_Source data_

◆ ◆ ◆ ◆ ◆

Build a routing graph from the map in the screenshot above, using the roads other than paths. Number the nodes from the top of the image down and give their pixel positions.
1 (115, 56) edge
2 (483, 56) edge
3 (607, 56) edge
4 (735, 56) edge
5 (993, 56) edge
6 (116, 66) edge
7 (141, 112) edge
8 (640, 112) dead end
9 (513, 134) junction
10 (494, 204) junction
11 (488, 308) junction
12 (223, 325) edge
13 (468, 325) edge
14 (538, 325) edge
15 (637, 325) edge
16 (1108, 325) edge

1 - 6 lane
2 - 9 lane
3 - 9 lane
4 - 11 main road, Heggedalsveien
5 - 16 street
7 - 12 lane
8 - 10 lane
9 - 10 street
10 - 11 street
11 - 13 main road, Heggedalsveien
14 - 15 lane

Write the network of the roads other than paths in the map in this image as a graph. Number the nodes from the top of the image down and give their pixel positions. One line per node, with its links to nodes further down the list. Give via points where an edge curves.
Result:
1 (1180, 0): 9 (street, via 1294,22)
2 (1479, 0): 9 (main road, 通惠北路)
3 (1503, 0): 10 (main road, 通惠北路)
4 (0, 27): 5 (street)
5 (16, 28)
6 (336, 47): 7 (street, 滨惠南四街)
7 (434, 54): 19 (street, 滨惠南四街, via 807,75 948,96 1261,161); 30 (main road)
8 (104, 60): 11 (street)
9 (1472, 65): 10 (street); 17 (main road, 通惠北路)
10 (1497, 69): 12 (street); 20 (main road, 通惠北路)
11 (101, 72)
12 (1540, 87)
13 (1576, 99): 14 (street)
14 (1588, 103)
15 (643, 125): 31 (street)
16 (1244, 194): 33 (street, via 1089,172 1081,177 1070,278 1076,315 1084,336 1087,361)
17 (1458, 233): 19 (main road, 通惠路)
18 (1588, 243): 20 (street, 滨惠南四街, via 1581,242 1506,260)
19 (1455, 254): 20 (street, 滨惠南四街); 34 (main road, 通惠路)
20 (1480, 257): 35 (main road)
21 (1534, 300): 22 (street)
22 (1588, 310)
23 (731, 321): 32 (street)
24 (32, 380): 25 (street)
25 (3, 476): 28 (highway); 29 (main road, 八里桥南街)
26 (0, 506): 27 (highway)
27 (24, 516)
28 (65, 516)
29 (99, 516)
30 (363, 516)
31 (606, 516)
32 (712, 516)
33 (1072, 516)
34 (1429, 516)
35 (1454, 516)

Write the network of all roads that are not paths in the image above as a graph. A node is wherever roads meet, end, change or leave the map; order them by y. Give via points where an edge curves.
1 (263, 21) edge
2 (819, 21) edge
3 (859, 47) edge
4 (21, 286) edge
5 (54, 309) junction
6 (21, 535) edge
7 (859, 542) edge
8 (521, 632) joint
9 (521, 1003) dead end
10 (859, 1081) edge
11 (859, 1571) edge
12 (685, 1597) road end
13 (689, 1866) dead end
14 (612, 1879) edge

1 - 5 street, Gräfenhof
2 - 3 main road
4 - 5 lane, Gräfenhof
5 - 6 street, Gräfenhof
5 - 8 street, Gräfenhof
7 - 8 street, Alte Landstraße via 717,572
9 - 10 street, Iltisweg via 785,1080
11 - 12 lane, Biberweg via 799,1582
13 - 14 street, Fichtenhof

◆ ◆ ◆ ◆ ◆

_What to work on_
Could you transcribe all of the data exactly as it is given?

_Answer to this exercise_
Build a routing graph from the map in the screenshot above, using the roads other than paths. Number the nodes from the top of the image down and give their pixel positions.
1 (115, 56) edge
2 (483, 56) edge
3 (607, 56) edge
4 (735, 56) edge
5 (993, 56) edge
6 (116, 66) edge
7 (141, 112) edge
8 (640, 112) dead end
9 (513, 134) junction
10 (494, 204) junction
11 (488, 308) junction
12 (223, 325) edge
13 (468, 325) edge
14 (538, 325) edge
15 (637, 325) edge
16 (1108, 325) edge

1 - 6 lane
2 - 9 lane
3 - 9 lane
4 - 11 main road, Heggedalsveien
5 - 16 street
7 - 12 lane
8 - 10 lane
9 - 10 street
10 - 11 street
11 - 13 main road, Heggedalsveien
14 - 15 lane

Write the network of the roads other than paths in the map in this image as a graph. Number the nodes from the top of the image down and give their pixel positions. One line per node, with its links to nodes further down the list. Give via points where an edge curves.
Result:
1 (1180, 0): 9 (street, via 1294,22)
2 (1479, 0): 9 (main road, 通惠北路)
3 (1503, 0): 10 (main road, 通惠北路)
4 (0, 27): 5 (street)
5 (16, 28)
6 (336, 47): 7 (street, 滨惠南四街)
7 (434, 54): 19 (street, 滨惠南四街, via 807,75 948,96 1261,161); 30 (main road)
8 (104, 60): 11 (street)
9 (1472, 65): 10 (street); 17 (main road, 通惠北路)
10 (1497, 69): 12 (street); 20 (main road, 通惠北路)
11 (101, 72)
12 (1540, 87)
13 (1576, 99): 14 (street)
14 (1588, 103)
15 (643, 125): 31 (street)
16 (1244, 194): 33 (street, via 1089,172 1081,177 1070,278 1076,315 1084,336 1087,361)
17 (1458, 233): 19 (main road, 通惠路)
18 (1588, 243): 20 (street, 滨惠南四街, via 1581,242 1506,260)
19 (1455, 254): 20 (street, 滨惠南四街); 34 (main road, 通惠路)
20 (1480, 257): 35 (main road)
21 (1534, 300): 22 (street)
22 (1588, 310)
23 (731, 321): 32 (street)
24 (32, 380): 25 (street)
25 (3, 476): 28 (highway); 29 (main road, 八里桥南街)
26 (0, 506): 27 (highway)
27 (24, 516)
28 (65, 516)
29 (99, 516)
30 (363, 516)
31 (606, 516)
32 (712, 516)
33 (1072, 516)
34 (1429, 516)
35 (1454, 516)

Write the network of all roads that are not paths in the image above as a graph. A node is wherever roads meet, end, change or leave the map; order them by y. Give via points where an edge curves.
1 (263, 21) edge
2 (819, 21) edge
3 (859, 47) edge
4 (21, 286) edge
5 (54, 309) junction
6 (21, 535) edge
7 (859, 542) edge
8 (521, 632) joint
9 (521, 1003) dead end
10 (859, 1081) edge
11 (859, 1571) edge
12 (685, 1597) road end
13 (689, 1866) dead end
14 (612, 1879) edge

1 - 5 street, Gräfenhof
2 - 3 main road
4 - 5 lane, Gräfenhof
5 - 6 street, Gräfenhof
5 - 8 street, Gräfenhof
7 - 8 street, Alte Landstraße via 717,572
9 - 10 street, Iltisweg via 785,1080
11 - 12 lane, Biberweg via 799,1582
13 - 14 street, Fichtenhof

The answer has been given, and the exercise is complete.